La prise en charge des indications est autorisée sur avis de la HAS, saisie par l’Agence nationale de sécurité du médicament et des produits de santé.

Pour chaque indication concernée, la HAS mentionne les alternatives thérapeutiques prises en charge et transmet son avis aux ministres chargés de la santé et de la sécurité sociale ainsi qu’à l’agence et le rend public, au plus tard un mois après l’obtention de l’autorisation de mise sur le marché.

Les avis sont argumentés sur la base des alternatives thérapeutiques disponibles dans la même indication et prises en charge par les régimes obligatoires de sécurité sociale et de recommandations de prises en charge en vigueur par le Service Evaluation des Médicaments, soumis pour information et commentaires aux membres de la Commission de la transparence et pour validation et avis final au Collège de la HAS.

> Consulter les avis

 

Les recommandations temporaires d'utilisation (RTU)

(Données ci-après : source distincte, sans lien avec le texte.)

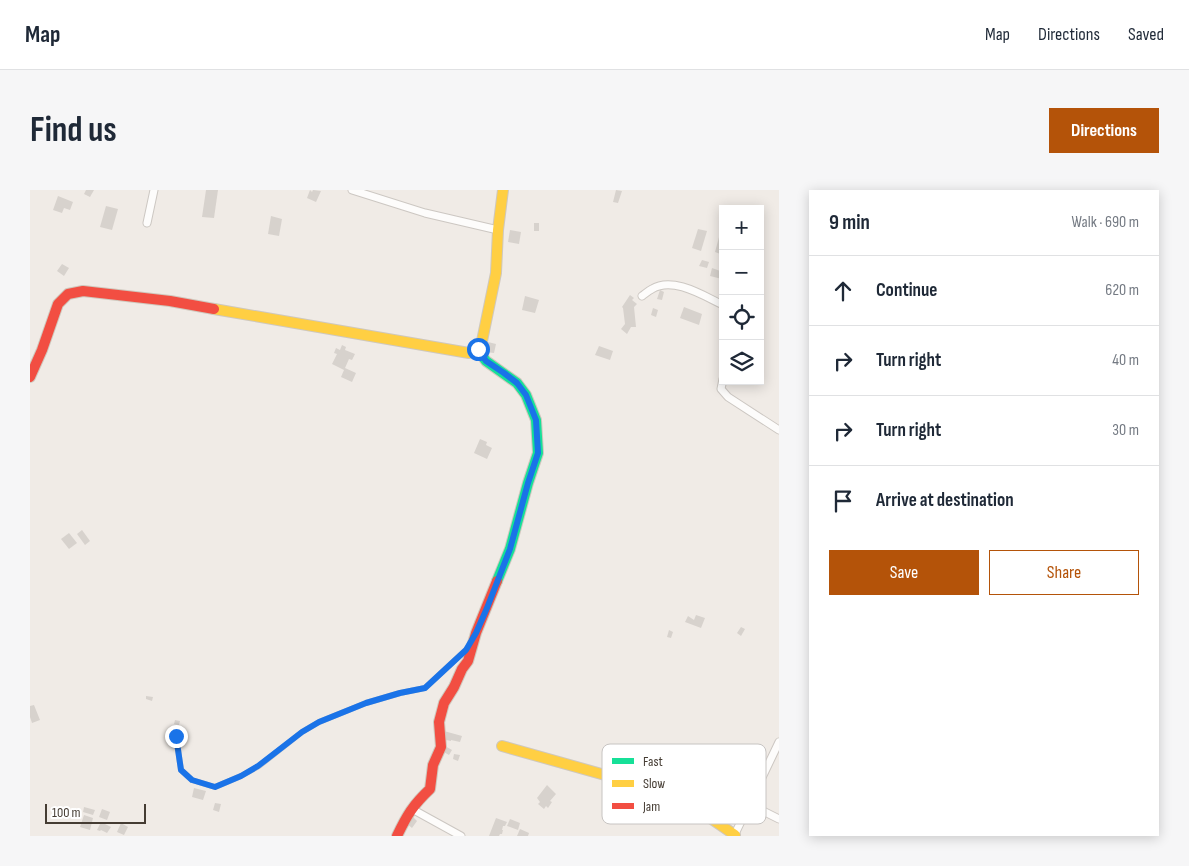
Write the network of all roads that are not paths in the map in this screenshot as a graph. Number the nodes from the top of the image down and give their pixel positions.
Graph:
1 (154, 190) edge
2 (352, 190) edge
3 (503, 190) edge
4 (147, 223) dead end
5 (498, 230) junction
6 (642, 296) dead end
7 (719, 303) edge
8 (478, 349) junction
9 (30, 377) edge
10 (722, 385) edge
11 (779, 430) edge
12 (476, 633) junction
13 (177, 731) dead end
14 (779, 742) edge
15 (502, 746) dead end
16 (766, 770) edge
17 (602, 774) edge
18 (412, 809) junction
19 (766, 812) edge
20 (779, 819) edge
21 (719, 824) edge
22 (734, 835) edge
23 (397, 836) edge
24 (461, 836) edge

1 - 4 street
2 - 5 street
3 - 5 street
5 - 8 street
6 - 7 street
8 - 9 street
8 - 12 street
10 - 11 street
12 - 13 lane
12 - 18 street
14 - 16 street
15 - 17 street
18 - 23 street
18 - 24 street
19 - 20 street
21 - 22 street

Lorsqu'il n'existe pas d'alternative appropriée, toute spécialité pharmaceutique faisant l'objet d'une RTU peut faire l'objet, à titre dérogatoire et pour une durée limitée, d'une prise en charge. La spécialité doit figurer dans un avis ou une recommandation relatifs à une catégorie de malades formulés par la Haute Autorité de santé, après consultation de l'ANSM (article L. 162-17-2-1 du code de la sécurité sociale). Les spécialités ne peuvent être pris en charge que si leur utilisation est indispensable à l'amélioration de l'état de santé du patient ou pour éviter sa dégradation.

Sur la base des données mentionnées dans le protocole transmis par l’ANSM, des recommandations en vigueur, des avis d’experts et des données épidémiologiques disponibles, le Service Evaluation des Médicaments (SEM) élabore un projet de recommandation :

  • précisant les caractéristiques du médicament (indications et modalités d’utilisation)
  • synthétisant les données cliniques disponibles justifiant de son efficacité et de sa tolérance,
  • estimant la population concernée,
  • justifiant le bien-fondé de sa prise en charge dérogatoire en tenant compte de la pathologie, sa gravité, de la stratégie thérapeutique, de l’absence d’alternative disponible et de sa place dans ce contexte,

L’ensemble de ces données doit permettre de justifier le fait que l’utilisation de ce médicament est indispensable pour les patients, afin d’améliorer leur état de santé ou éviter leur dégradation.

Ce projet de recommandation est soumis pour information et commentaires aux membres de la Commission de la transparence et pour validation et décision finale au Collège de la HAS.